Auf der Suche nach Namibias berühmten Wüstenlöwen

Die Könige der Namib-Wüste sind die Wüstenlöwen. Fast waren sie ausgerottet, aber sie sind zurück. Um die 150 Wüstenlöwen streifen wieder durch die dramatischen Landschaften der nördlichen Namib.

Löwen faszinieren uns durch ihre Stärke, wilde Schönheit und kraftvolle Eleganz.

Aber was ist das Besondere an Wüstenlöwen?

Es ist ihr Zuhause, die Namib-Wüste: die Dünen, die schroffen Berge und die wasserlosen Ebenen. Die Namib ist oft lebensfeindlich und doch von einer bezaubernden Schönheit. Die Wüstenlöwen haben gelernt, in dieser gnadenlosen Welt von flirrender Hitze, bitterer Kälte, Sandstürmen und notorischer Knappheit an Beutetieren zu überleben.

Zusammen ergeben die Wüste und die Löwen eine einzigartige Kombination, deren Magie viele nicht mehr loslässt.

Wüstenlöwen C Felix Vallat

Ein Forscher, Dr. Philipp (Flip) Stander, hat ihnen sein Leben gewidmet. Ein Filmteam hat ein Rudel mehrere Jahre lang begleitet und eine grossartige zweiteilige Dokumentation geschaffen: „Wüstenkönige – Die Löwen der Namib“/ „Vanishing Kings“.

Und wir konnten über mehrere Tage die Arbeit des Wüstenlöwenforschers Dr. Stander einige Tage aus erster Hand erleben!

Die berühmten Wüstenlöwen waren Ende der 80er Jahre schon fast ausgestorben. Heute, leben wieder 150-200 der an das Leben in der Wüste angepassten Löwen in Namibia’s Kunene Region (Damaraland/ Kaokoveld). Eng verbunden mit ihrem Come-Back ist Dr. Philipp (Flip) Stander, der sie seit 1998 erforscht.

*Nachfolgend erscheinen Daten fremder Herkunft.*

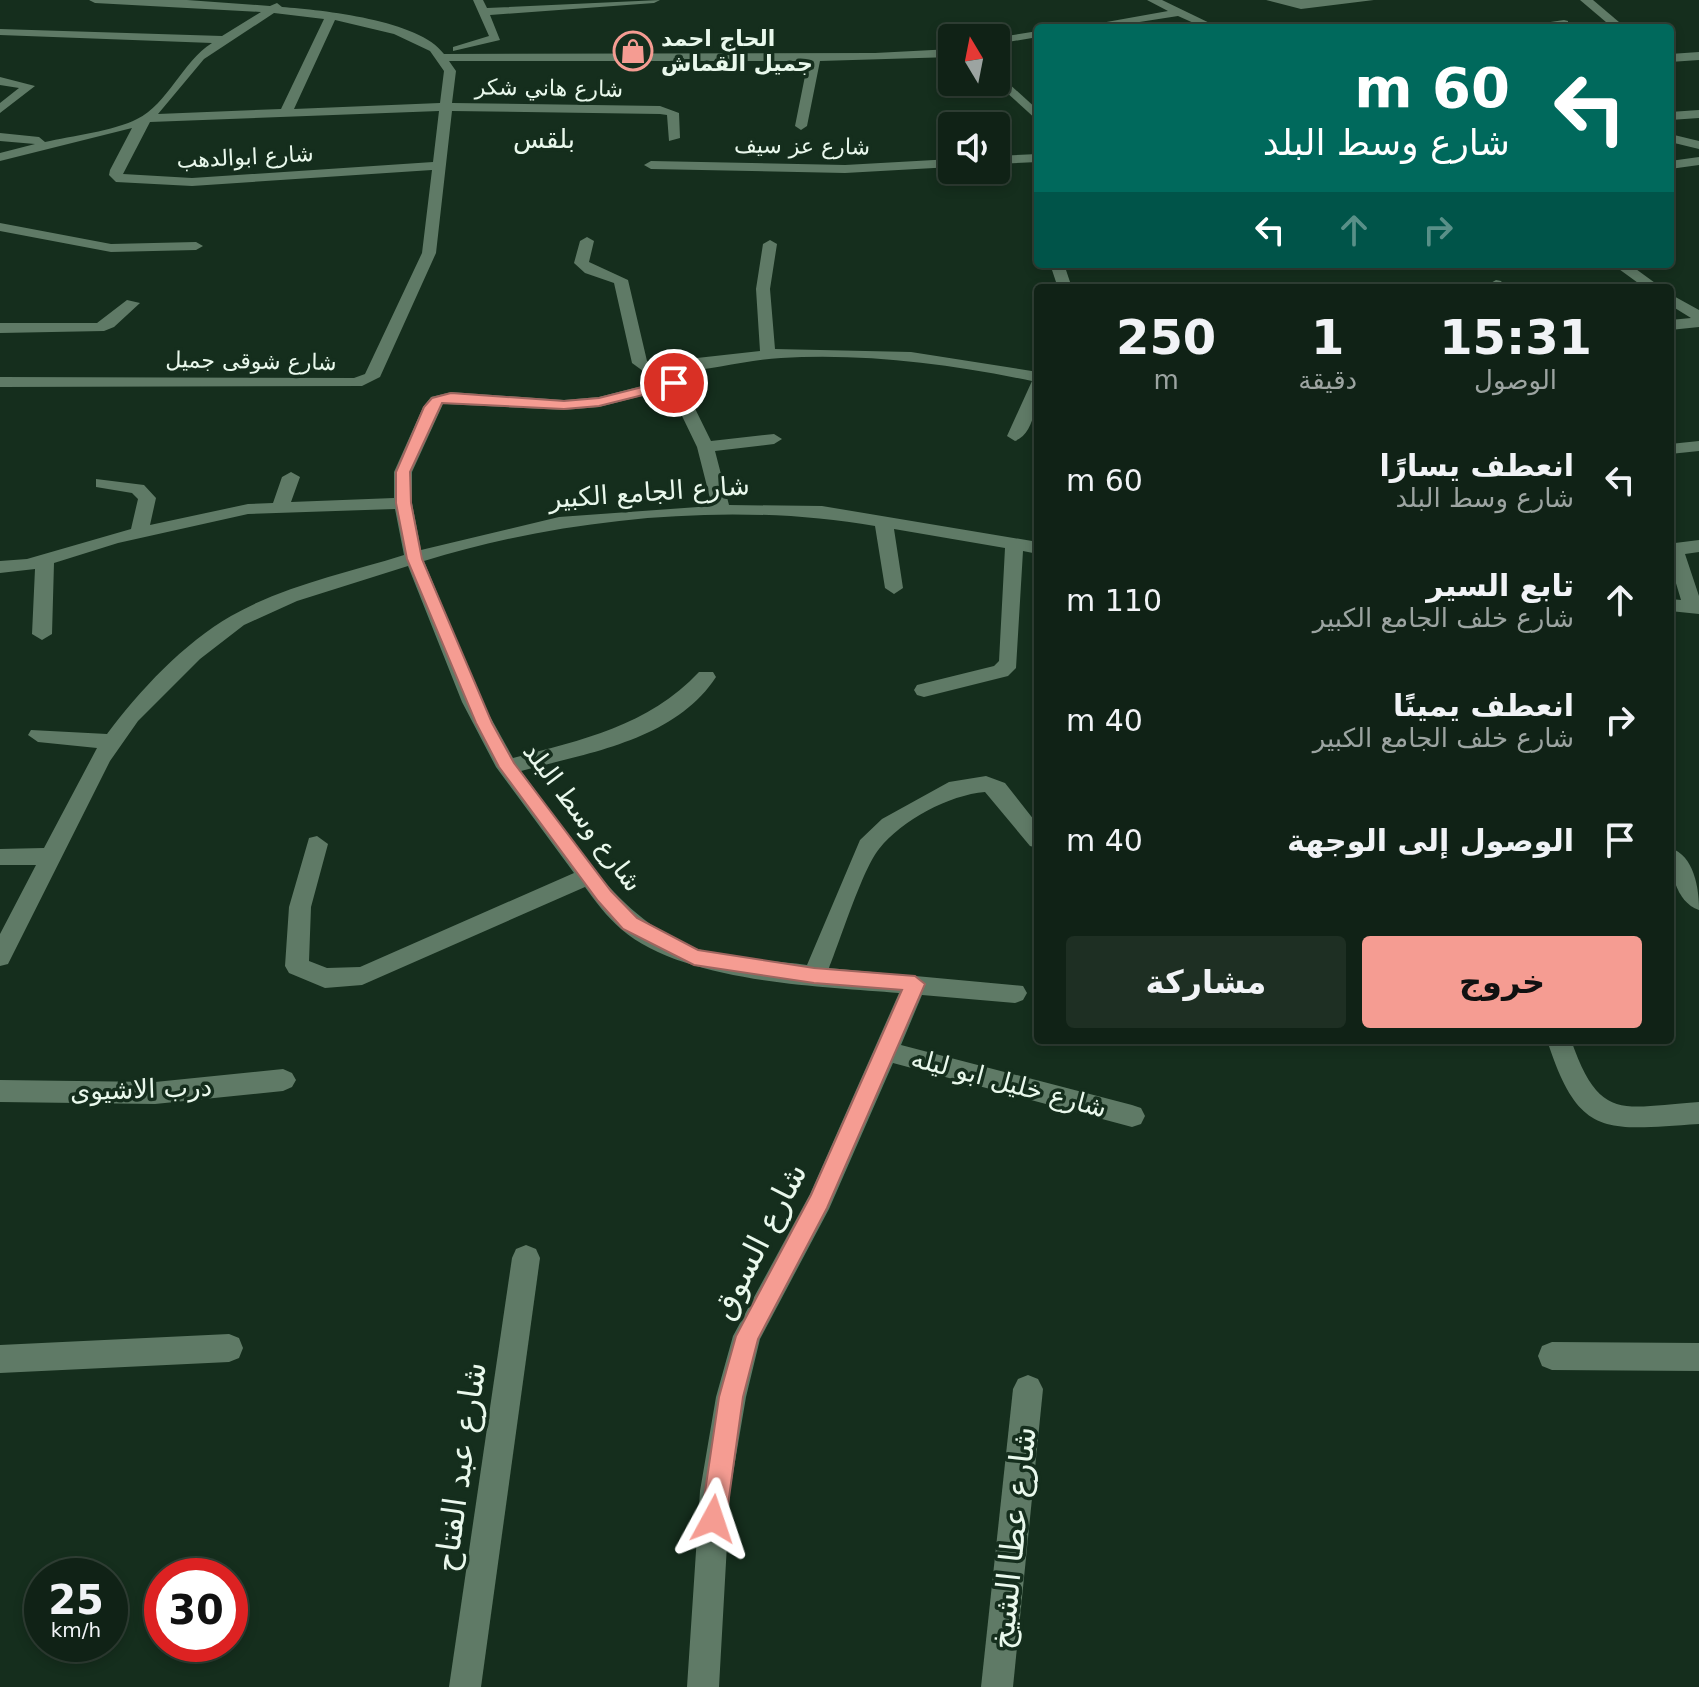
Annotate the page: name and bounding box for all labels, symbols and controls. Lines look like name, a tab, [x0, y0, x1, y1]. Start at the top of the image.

Forschung für das Überleben der Wüstenlöwen

Dr. Stander vor seinem Forschungsfahrzeug

Wir waren auf der Suche nach Wüstenlöwen in Namibia. Doch zunächst suchten wir den Wüstenlöwenforscher Dr. Philip (Flip) Stander. Wir trafen ihn nach Sonnenuntergang inmitten der Palmwag Konzession.

Während wir uns ums Abendessen kümmerten, machte er sich auf zum nächsten Hügel: Um nach Löwen zu hören, über das Radio-System. Danach kam er zu einem Plausch an unser Lagerfeuer. Als wir in unsere Zelte krochen, kehrte Dr. Stander zum Hügel zurück, um weiter nach Löwen zu hören. Während wir am nächsten Morgen unserem Frühstück frönten, fuhr Dr. Stander schon mal voraus, um Löwen zu suchen.

Löwenforschung ist kein Beruf, sondern Berufung.

Wüstenlöwe in Deckung Copyright Dr Stander

Der Lebensraum der Wüstenlöwen liegt in Namibia’s Kunene Region (grüner Kreis):

C Desert Lion Project - Karte der Löwenpopulationen in Namibia

Über Dr. Standers Webseite www.desertlion.info, können wir das Leben einiger dieser Wüstenlöwen nachverfolgen. Wir finden dort eine Menge interessanter Informationen, die er durch seine Forschungsarbeit im Laufe der Jahre erarbeitet hat.

Von Wüstenlöwen und Ausserirdischen

Unser Ziel war es, ein Mitglied des Obab-Löwenrudels mit einem GPS Sender auszustatten, den der TOSCO Trust gesponsort hatte. Einige Löwen dieses Rudels hatten bereits Radio-Halsbänder. Diese sollten aber durch GPS Technologie ersetzt werden.

Als wir versuchten, das Obab Rudel mit Hilfe der Radiosender zu finden, merkten wir, dass das alles andere als einfach ist.

Man muss sich das nervtötende Geräusch des Radiosignals den ganzen Tag lang anhören. Das rauscht etwa so, wie ein Radio, das keinen Kanal findet. Man muss feine Veränderungen dieses Rausch-Signals erkennen und  interpretieren. Verändert sich das Signal, könnte es bedeuten, dass man den Löwen näher kommt.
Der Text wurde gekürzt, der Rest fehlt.